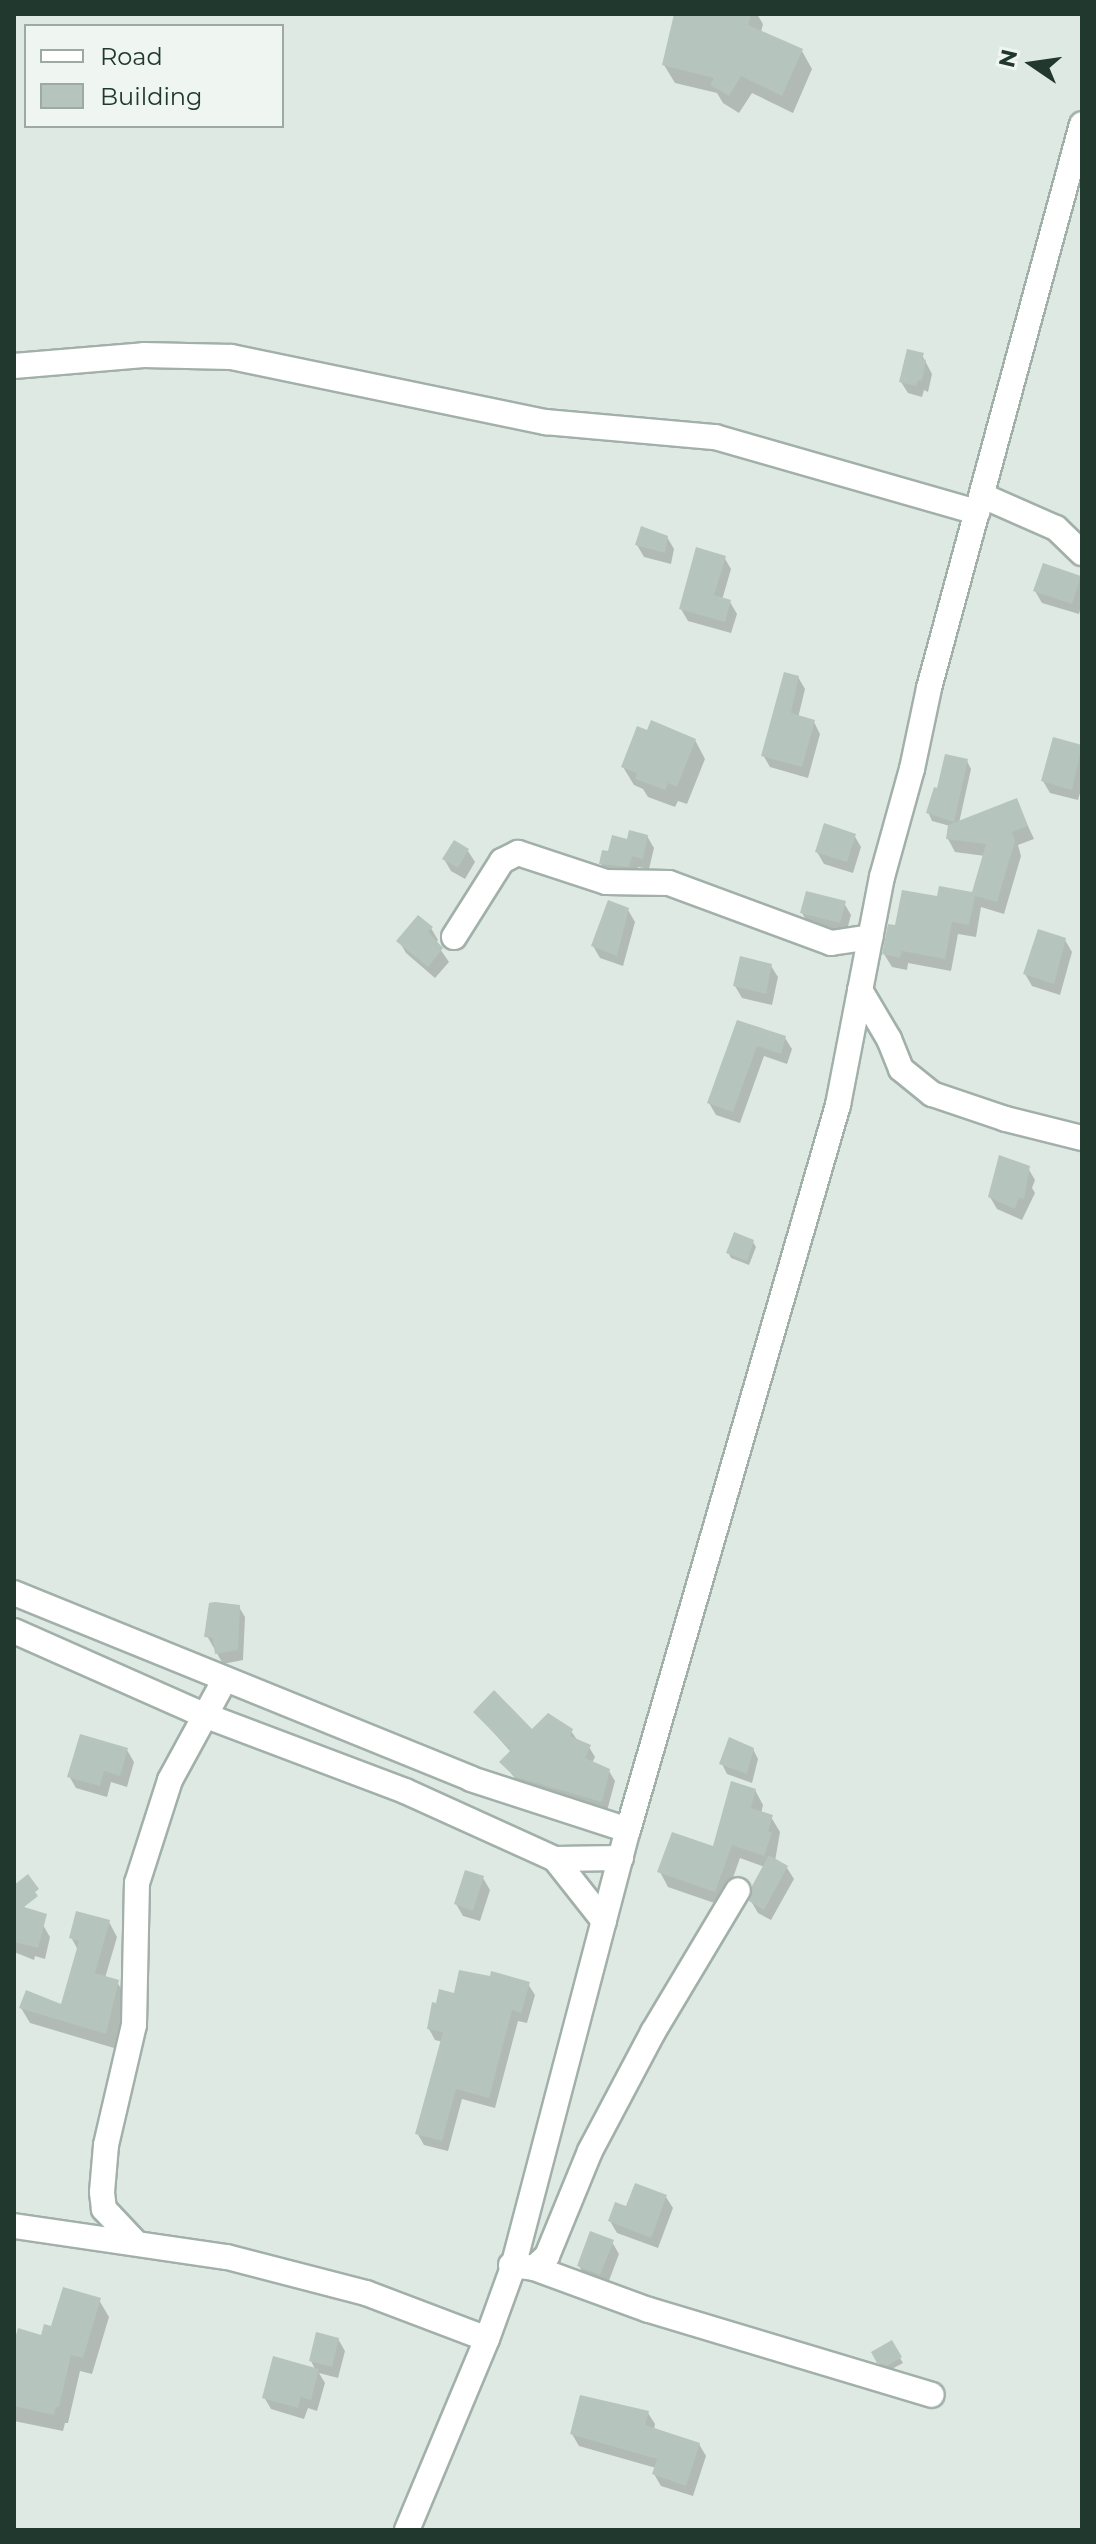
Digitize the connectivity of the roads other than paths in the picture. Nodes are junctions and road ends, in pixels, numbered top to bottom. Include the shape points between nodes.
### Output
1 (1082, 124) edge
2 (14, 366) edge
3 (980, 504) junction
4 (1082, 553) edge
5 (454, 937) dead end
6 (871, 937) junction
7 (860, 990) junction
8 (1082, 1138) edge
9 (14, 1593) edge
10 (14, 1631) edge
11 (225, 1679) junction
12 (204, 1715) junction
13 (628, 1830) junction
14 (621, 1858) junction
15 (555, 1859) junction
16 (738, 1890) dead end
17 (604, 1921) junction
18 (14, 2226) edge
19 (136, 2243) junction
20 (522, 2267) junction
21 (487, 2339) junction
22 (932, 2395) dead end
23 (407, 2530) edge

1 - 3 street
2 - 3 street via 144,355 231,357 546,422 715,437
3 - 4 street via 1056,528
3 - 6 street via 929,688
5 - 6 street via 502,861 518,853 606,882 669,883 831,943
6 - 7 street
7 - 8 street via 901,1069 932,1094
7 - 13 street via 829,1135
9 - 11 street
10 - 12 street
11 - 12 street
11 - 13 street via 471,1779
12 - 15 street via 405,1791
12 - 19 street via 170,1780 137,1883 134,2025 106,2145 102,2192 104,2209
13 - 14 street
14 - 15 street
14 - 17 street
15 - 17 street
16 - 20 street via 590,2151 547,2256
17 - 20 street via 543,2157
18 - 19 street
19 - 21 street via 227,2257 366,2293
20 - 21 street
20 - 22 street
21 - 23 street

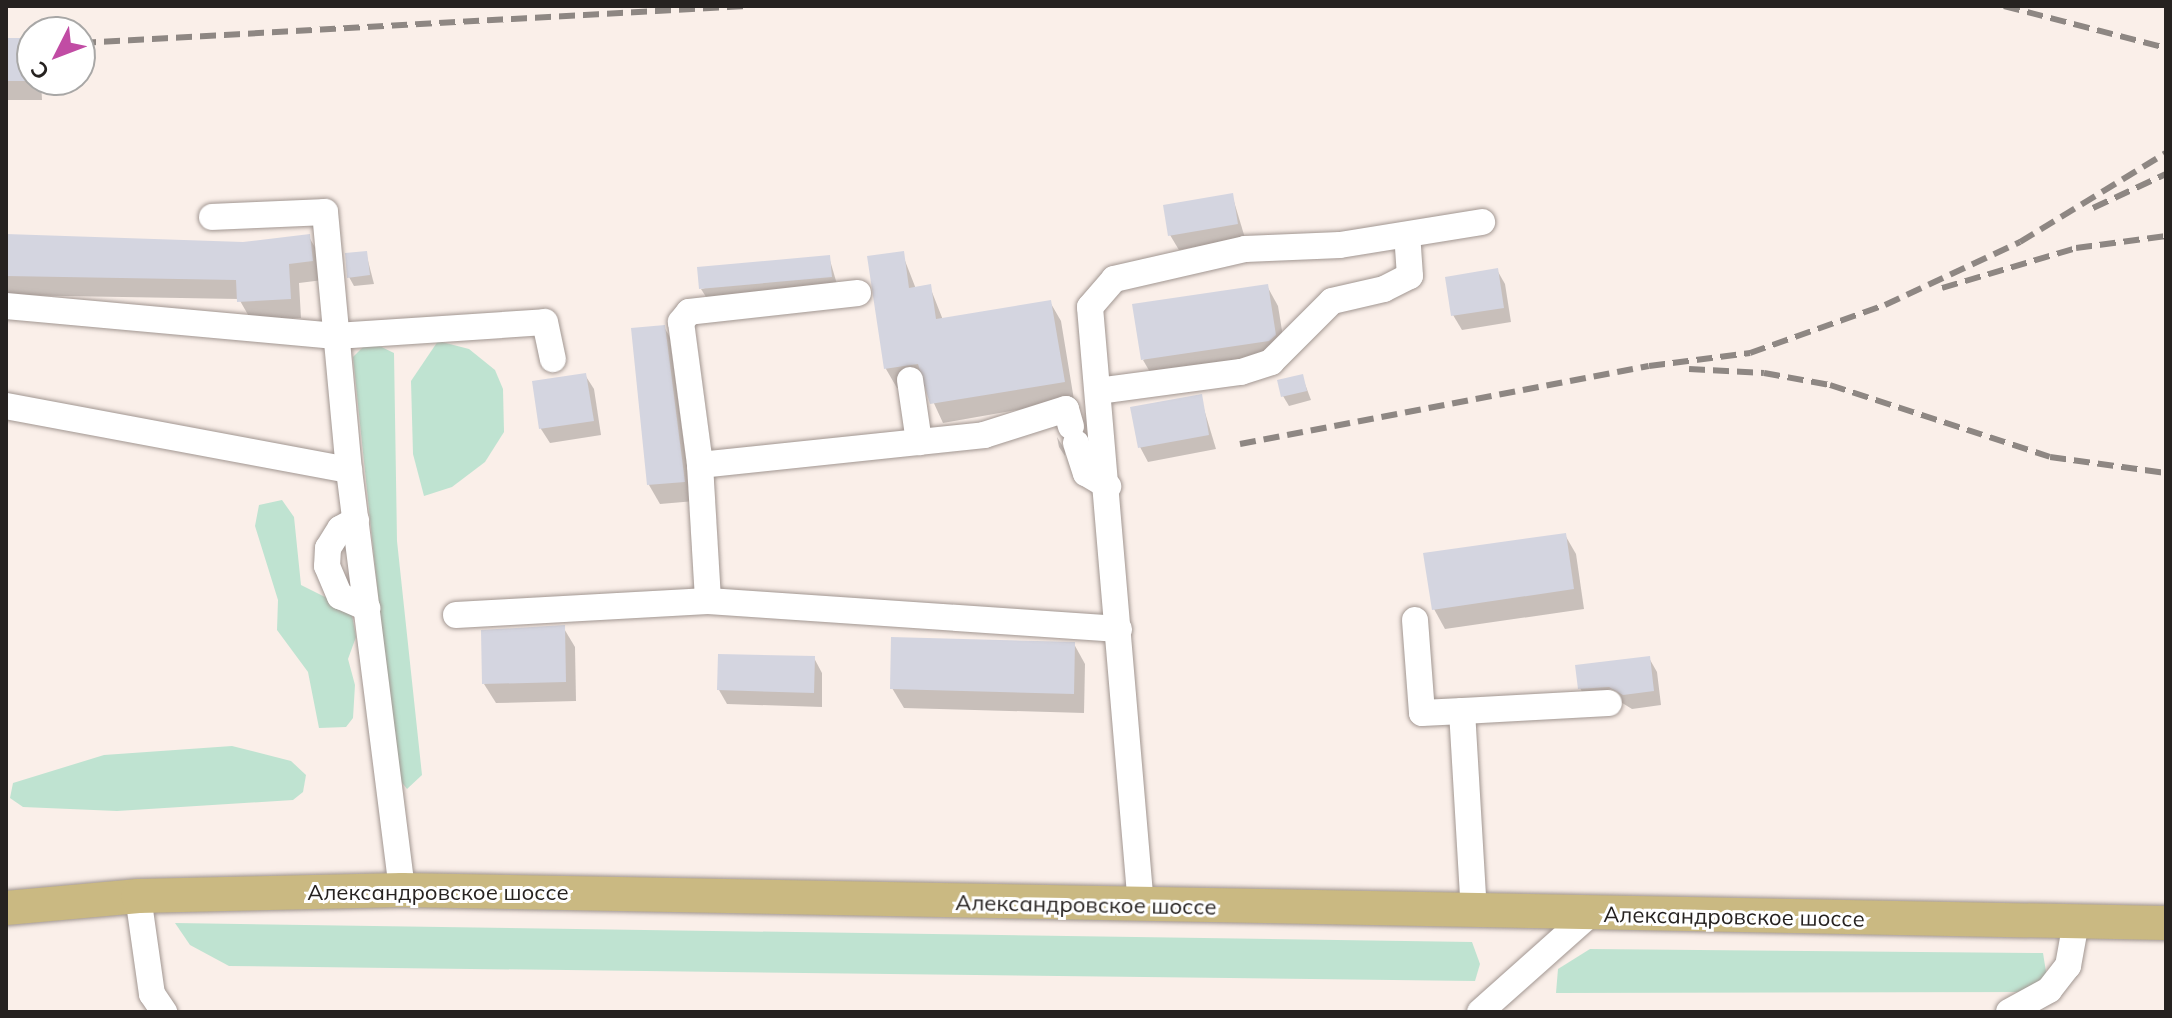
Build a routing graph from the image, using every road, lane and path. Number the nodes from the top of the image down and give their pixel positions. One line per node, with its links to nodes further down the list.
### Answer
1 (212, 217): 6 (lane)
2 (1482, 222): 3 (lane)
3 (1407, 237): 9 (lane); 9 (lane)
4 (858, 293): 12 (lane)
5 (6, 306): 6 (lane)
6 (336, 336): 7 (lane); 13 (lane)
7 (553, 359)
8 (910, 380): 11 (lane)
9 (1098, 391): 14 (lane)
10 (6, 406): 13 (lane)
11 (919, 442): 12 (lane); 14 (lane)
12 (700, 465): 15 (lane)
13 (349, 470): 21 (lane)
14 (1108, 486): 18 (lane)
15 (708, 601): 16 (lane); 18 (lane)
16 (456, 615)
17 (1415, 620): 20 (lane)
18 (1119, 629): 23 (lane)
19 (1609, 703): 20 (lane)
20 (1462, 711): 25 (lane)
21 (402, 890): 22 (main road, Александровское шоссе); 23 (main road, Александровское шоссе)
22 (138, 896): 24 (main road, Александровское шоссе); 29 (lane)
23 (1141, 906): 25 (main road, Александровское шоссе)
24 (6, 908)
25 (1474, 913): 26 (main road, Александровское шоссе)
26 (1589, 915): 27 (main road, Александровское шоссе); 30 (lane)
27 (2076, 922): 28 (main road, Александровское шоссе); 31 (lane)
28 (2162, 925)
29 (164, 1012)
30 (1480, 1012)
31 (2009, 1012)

□ □ □ □

Task objective> Give back the material above exactly, but without its images.

Reply to the task>
Digitize the connectivity of the roads other than paths in the picture. Nodes are junctions and road ends, in pixels, numbered top to bottom. Include the shape points between nodes.
### Output
1 (1082, 124) edge
2 (14, 366) edge
3 (980, 504) junction
4 (1082, 553) edge
5 (454, 937) dead end
6 (871, 937) junction
7 (860, 990) junction
8 (1082, 1138) edge
9 (14, 1593) edge
10 (14, 1631) edge
11 (225, 1679) junction
12 (204, 1715) junction
13 (628, 1830) junction
14 (621, 1858) junction
15 (555, 1859) junction
16 (738, 1890) dead end
17 (604, 1921) junction
18 (14, 2226) edge
19 (136, 2243) junction
20 (522, 2267) junction
21 (487, 2339) junction
22 (932, 2395) dead end
23 (407, 2530) edge

1 - 3 street
2 - 3 street via 144,355 231,357 546,422 715,437
3 - 4 street via 1056,528
3 - 6 street via 929,688
5 - 6 street via 502,861 518,853 606,882 669,883 831,943
6 - 7 street
7 - 8 street via 901,1069 932,1094
7 - 13 street via 829,1135
9 - 11 street
10 - 12 street
11 - 12 street
11 - 13 street via 471,1779
12 - 15 street via 405,1791
12 - 19 street via 170,1780 137,1883 134,2025 106,2145 102,2192 104,2209
13 - 14 street
14 - 15 street
14 - 17 street
15 - 17 street
16 - 20 street via 590,2151 547,2256
17 - 20 street via 543,2157
18 - 19 street
19 - 21 street via 227,2257 366,2293
20 - 21 street
20 - 22 street
21 - 23 street

Build a routing graph from the image, using every road, lane and path. Number the nodes from the top of the image down and give their pixel positions. One line per node, with its links to nodes further down the list.
### Answer
1 (212, 217): 6 (lane)
2 (1482, 222): 3 (lane)
3 (1407, 237): 9 (lane); 9 (lane)
4 (858, 293): 12 (lane)
5 (6, 306): 6 (lane)
6 (336, 336): 7 (lane); 13 (lane)
7 (553, 359)
8 (910, 380): 11 (lane)
9 (1098, 391): 14 (lane)
10 (6, 406): 13 (lane)
11 (919, 442): 12 (lane); 14 (lane)
12 (700, 465): 15 (lane)
13 (349, 470): 21 (lane)
14 (1108, 486): 18 (lane)
15 (708, 601): 16 (lane); 18 (lane)
16 (456, 615)
17 (1415, 620): 20 (lane)
18 (1119, 629): 23 (lane)
19 (1609, 703): 20 (lane)
20 (1462, 711): 25 (lane)
21 (402, 890): 22 (main road, Александровское шоссе); 23 (main road, Александровское шоссе)
22 (138, 896): 24 (main road, Александровское шоссе); 29 (lane)
23 (1141, 906): 25 (main road, Александровское шоссе)
24 (6, 908)
25 (1474, 913): 26 (main road, Александровское шоссе)
26 (1589, 915): 27 (main road, Александровское шоссе); 30 (lane)
27 (2076, 922): 28 (main road, Александровское шоссе); 31 (lane)
28 (2162, 925)
29 (164, 1012)
30 (1480, 1012)
31 (2009, 1012)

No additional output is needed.